*** Opening of Material for this task ***
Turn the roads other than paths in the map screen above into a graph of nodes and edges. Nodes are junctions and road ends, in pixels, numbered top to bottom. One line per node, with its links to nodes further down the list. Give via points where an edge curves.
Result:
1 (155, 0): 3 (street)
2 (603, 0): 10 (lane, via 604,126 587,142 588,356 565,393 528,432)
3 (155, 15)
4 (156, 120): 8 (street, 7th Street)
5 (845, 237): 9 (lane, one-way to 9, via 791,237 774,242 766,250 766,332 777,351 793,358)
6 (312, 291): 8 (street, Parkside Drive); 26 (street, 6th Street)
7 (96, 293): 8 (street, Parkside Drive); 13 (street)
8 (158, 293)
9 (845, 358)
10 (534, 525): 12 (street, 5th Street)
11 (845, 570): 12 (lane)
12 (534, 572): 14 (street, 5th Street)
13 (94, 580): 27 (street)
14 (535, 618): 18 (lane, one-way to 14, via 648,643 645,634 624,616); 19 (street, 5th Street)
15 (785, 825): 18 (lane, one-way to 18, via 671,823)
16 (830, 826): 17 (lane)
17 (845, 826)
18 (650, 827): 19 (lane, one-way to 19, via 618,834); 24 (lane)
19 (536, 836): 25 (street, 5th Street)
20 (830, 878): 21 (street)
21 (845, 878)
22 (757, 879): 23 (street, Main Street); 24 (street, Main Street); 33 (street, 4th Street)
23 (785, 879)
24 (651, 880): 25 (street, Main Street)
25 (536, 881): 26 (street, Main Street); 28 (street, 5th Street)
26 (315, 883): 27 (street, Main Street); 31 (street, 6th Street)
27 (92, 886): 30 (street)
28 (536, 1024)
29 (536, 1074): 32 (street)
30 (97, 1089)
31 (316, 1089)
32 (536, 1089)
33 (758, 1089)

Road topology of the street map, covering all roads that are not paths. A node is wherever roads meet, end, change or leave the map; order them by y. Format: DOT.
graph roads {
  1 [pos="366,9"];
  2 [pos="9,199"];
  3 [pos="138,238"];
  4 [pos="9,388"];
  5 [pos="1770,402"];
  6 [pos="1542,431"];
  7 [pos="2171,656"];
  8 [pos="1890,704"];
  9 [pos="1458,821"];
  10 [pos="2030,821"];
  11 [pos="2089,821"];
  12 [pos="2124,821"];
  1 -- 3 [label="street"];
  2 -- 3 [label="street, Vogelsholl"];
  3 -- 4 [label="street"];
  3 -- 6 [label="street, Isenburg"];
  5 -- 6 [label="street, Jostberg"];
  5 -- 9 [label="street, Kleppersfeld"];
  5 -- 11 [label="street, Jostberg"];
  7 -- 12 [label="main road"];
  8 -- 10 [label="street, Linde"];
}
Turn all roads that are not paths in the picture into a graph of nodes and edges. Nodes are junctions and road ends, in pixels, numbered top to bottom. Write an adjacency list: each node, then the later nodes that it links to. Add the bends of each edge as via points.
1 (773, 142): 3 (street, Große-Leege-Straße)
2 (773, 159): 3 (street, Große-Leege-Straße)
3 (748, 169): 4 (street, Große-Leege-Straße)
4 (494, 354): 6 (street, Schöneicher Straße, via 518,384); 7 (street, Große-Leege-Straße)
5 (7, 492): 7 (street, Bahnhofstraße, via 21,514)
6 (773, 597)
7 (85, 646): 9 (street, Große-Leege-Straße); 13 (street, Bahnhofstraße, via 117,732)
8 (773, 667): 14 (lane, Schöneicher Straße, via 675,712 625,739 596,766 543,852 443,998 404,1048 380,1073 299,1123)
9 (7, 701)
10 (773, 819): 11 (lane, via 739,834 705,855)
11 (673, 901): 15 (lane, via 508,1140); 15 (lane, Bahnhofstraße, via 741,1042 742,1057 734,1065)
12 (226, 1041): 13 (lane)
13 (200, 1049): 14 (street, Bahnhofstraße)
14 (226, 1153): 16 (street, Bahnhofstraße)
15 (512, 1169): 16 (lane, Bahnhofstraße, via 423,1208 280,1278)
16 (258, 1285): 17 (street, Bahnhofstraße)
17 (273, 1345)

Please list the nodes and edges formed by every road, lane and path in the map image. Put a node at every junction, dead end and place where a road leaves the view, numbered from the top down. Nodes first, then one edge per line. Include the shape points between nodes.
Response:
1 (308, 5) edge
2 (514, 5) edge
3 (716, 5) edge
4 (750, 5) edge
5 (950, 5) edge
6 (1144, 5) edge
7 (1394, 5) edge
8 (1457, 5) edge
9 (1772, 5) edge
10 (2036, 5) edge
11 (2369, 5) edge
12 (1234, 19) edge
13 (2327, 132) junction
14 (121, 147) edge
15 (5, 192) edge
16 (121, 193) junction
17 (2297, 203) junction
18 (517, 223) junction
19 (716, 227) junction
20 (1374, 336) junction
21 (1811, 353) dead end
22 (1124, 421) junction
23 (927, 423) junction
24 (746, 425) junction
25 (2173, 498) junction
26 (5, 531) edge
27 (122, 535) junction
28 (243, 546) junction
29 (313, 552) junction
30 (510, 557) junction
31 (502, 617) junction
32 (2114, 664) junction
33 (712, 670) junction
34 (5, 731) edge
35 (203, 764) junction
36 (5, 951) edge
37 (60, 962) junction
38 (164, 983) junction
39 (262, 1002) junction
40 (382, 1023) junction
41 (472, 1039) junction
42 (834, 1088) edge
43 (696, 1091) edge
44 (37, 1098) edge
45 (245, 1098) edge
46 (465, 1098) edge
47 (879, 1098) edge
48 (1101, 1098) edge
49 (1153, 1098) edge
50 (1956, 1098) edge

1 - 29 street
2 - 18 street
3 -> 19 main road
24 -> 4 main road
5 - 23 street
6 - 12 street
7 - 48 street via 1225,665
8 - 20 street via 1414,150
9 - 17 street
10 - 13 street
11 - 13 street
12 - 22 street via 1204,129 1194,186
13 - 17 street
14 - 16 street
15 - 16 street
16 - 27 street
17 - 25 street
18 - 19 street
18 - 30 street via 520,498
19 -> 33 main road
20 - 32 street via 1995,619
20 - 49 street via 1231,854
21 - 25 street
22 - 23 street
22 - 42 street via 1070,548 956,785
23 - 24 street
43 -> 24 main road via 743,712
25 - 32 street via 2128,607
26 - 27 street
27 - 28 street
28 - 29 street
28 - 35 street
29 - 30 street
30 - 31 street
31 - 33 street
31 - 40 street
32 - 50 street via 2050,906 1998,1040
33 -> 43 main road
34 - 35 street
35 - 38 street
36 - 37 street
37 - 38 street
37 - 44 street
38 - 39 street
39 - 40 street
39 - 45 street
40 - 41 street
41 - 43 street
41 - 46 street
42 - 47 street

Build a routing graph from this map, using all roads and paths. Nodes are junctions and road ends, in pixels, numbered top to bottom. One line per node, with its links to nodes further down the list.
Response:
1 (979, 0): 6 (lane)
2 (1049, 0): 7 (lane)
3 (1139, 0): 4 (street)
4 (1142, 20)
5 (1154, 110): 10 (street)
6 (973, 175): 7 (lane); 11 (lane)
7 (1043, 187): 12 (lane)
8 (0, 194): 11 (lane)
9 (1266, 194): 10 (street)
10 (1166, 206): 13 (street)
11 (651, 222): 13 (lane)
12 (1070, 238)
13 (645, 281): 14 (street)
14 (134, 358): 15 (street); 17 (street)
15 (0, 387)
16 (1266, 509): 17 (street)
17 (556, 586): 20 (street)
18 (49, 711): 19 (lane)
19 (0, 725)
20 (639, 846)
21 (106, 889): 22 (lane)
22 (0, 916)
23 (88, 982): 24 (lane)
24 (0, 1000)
*** Close of Material for this task ***
→ Task brief: Repeat the whole listing exactly, keeping every line intact.

→ Expected output:
Turn the roads other than paths in the map screen above into a graph of nodes and edges. Nodes are junctions and road ends, in pixels, numbered top to bottom. One line per node, with its links to nodes further down the list. Give via points where an edge curves.
Result:
1 (155, 0): 3 (street)
2 (603, 0): 10 (lane, via 604,126 587,142 588,356 565,393 528,432)
3 (155, 15)
4 (156, 120): 8 (street, 7th Street)
5 (845, 237): 9 (lane, one-way to 9, via 791,237 774,242 766,250 766,332 777,351 793,358)
6 (312, 291): 8 (street, Parkside Drive); 26 (street, 6th Street)
7 (96, 293): 8 (street, Parkside Drive); 13 (street)
8 (158, 293)
9 (845, 358)
10 (534, 525): 12 (street, 5th Street)
11 (845, 570): 12 (lane)
12 (534, 572): 14 (street, 5th Street)
13 (94, 580): 27 (street)
14 (535, 618): 18 (lane, one-way to 14, via 648,643 645,634 624,616); 19 (street, 5th Street)
15 (785, 825): 18 (lane, one-way to 18, via 671,823)
16 (830, 826): 17 (lane)
17 (845, 826)
18 (650, 827): 19 (lane, one-way to 19, via 618,834); 24 (lane)
19 (536, 836): 25 (street, 5th Street)
20 (830, 878): 21 (street)
21 (845, 878)
22 (757, 879): 23 (street, Main Street); 24 (street, Main Street); 33 (street, 4th Street)
23 (785, 879)
24 (651, 880): 25 (street, Main Street)
25 (536, 881): 26 (street, Main Street); 28 (street, 5th Street)
26 (315, 883): 27 (street, Main Street); 31 (street, 6th Street)
27 (92, 886): 30 (street)
28 (536, 1024)
29 (536, 1074): 32 (street)
30 (97, 1089)
31 (316, 1089)
32 (536, 1089)
33 (758, 1089)

Road topology of the street map, covering all roads that are not paths. A node is wherever roads meet, end, change or leave the map; order them by y. Format: DOT.
graph roads {
  1 [pos="366,9"];
  2 [pos="9,199"];
  3 [pos="138,238"];
  4 [pos="9,388"];
  5 [pos="1770,402"];
  6 [pos="1542,431"];
  7 [pos="2171,656"];
  8 [pos="1890,704"];
  9 [pos="1458,821"];
  10 [pos="2030,821"];
  11 [pos="2089,821"];
  12 [pos="2124,821"];
  1 -- 3 [label="street"];
  2 -- 3 [label="street, Vogelsholl"];
  3 -- 4 [label="street"];
  3 -- 6 [label="street, Isenburg"];
  5 -- 6 [label="street, Jostberg"];
  5 -- 9 [label="street, Kleppersfeld"];
  5 -- 11 [label="street, Jostberg"];
  7 -- 12 [label="main road"];
  8 -- 10 [label="street, Linde"];
}
Turn all roads that are not paths in the picture into a graph of nodes and edges. Nodes are junctions and road ends, in pixels, numbered top to bottom. Write an adjacency list: each node, then the later nodes that it links to. Add the bends of each edge as via points.
1 (773, 142): 3 (street, Große-Leege-Straße)
2 (773, 159): 3 (street, Große-Leege-Straße)
3 (748, 169): 4 (street, Große-Leege-Straße)
4 (494, 354): 6 (street, Schöneicher Straße, via 518,384); 7 (street, Große-Leege-Straße)
5 (7, 492): 7 (street, Bahnhofstraße, via 21,514)
6 (773, 597)
7 (85, 646): 9 (street, Große-Leege-Straße); 13 (street, Bahnhofstraße, via 117,732)
8 (773, 667): 14 (lane, Schöneicher Straße, via 675,712 625,739 596,766 543,852 443,998 404,1048 380,1073 299,1123)
9 (7, 701)
10 (773, 819): 11 (lane, via 739,834 705,855)
11 (673, 901): 15 (lane, via 508,1140); 15 (lane, Bahnhofstraße, via 741,1042 742,1057 734,1065)
12 (226, 1041): 13 (lane)
13 (200, 1049): 14 (street, Bahnhofstraße)
14 (226, 1153): 16 (street, Bahnhofstraße)
15 (512, 1169): 16 (lane, Bahnhofstraße, via 423,1208 280,1278)
16 (258, 1285): 17 (street, Bahnhofstraße)
17 (273, 1345)

Please list the nodes and edges formed by every road, lane and path in the map image. Put a node at every junction, dead end and place where a road leaves the view, numbered from the top down. Nodes first, then one edge per line. Include the shape points between nodes.
Response:
1 (308, 5) edge
2 (514, 5) edge
3 (716, 5) edge
4 (750, 5) edge
5 (950, 5) edge
6 (1144, 5) edge
7 (1394, 5) edge
8 (1457, 5) edge
9 (1772, 5) edge
10 (2036, 5) edge
11 (2369, 5) edge
12 (1234, 19) edge
13 (2327, 132) junction
14 (121, 147) edge
15 (5, 192) edge
16 (121, 193) junction
17 (2297, 203) junction
18 (517, 223) junction
19 (716, 227) junction
20 (1374, 336) junction
21 (1811, 353) dead end
22 (1124, 421) junction
23 (927, 423) junction
24 (746, 425) junction
25 (2173, 498) junction
26 (5, 531) edge
27 (122, 535) junction
28 (243, 546) junction
29 (313, 552) junction
30 (510, 557) junction
31 (502, 617) junction
32 (2114, 664) junction
33 (712, 670) junction
34 (5, 731) edge
35 (203, 764) junction
36 (5, 951) edge
37 (60, 962) junction
38 (164, 983) junction
39 (262, 1002) junction
40 (382, 1023) junction
41 (472, 1039) junction
42 (834, 1088) edge
43 (696, 1091) edge
44 (37, 1098) edge
45 (245, 1098) edge
46 (465, 1098) edge
47 (879, 1098) edge
48 (1101, 1098) edge
49 (1153, 1098) edge
50 (1956, 1098) edge

1 - 29 street
2 - 18 street
3 -> 19 main road
24 -> 4 main road
5 - 23 street
6 - 12 street
7 - 48 street via 1225,665
8 - 20 street via 1414,150
9 - 17 street
10 - 13 street
11 - 13 street
12 - 22 street via 1204,129 1194,186
13 - 17 street
14 - 16 street
15 - 16 street
16 - 27 street
17 - 25 street
18 - 19 street
18 - 30 street via 520,498
19 -> 33 main road
20 - 32 street via 1995,619
20 - 49 street via 1231,854
21 - 25 street
22 - 23 street
22 - 42 street via 1070,548 956,785
23 - 24 street
43 -> 24 main road via 743,712
25 - 32 street via 2128,607
26 - 27 street
27 - 28 street
28 - 29 street
28 - 35 street
29 - 30 street
30 - 31 street
31 - 33 street
31 - 40 street
32 - 50 street via 2050,906 1998,1040
33 -> 43 main road
34 - 35 street
35 - 38 street
36 - 37 street
37 - 38 street
37 - 44 street
38 - 39 street
39 - 40 street
39 - 45 street
40 - 41 street
41 - 43 street
41 - 46 street
42 - 47 street

Build a routing graph from this map, using all roads and paths. Nodes are junctions and road ends, in pixels, numbered top to bottom. One line per node, with its links to nodes further down the list.
Response:
1 (979, 0): 6 (lane)
2 (1049, 0): 7 (lane)
3 (1139, 0): 4 (street)
4 (1142, 20)
5 (1154, 110): 10 (street)
6 (973, 175): 7 (lane); 11 (lane)
7 (1043, 187): 12 (lane)
8 (0, 194): 11 (lane)
9 (1266, 194): 10 (street)
10 (1166, 206): 13 (street)
11 (651, 222): 13 (lane)
12 (1070, 238)
13 (645, 281): 14 (street)
14 (134, 358): 15 (street); 17 (street)
15 (0, 387)
16 (1266, 509): 17 (street)
17 (556, 586): 20 (street)
18 (49, 711): 19 (lane)
19 (0, 725)
20 (639, 846)
21 (106, 889): 22 (lane)
22 (0, 916)
23 (88, 982): 24 (lane)
24 (0, 1000)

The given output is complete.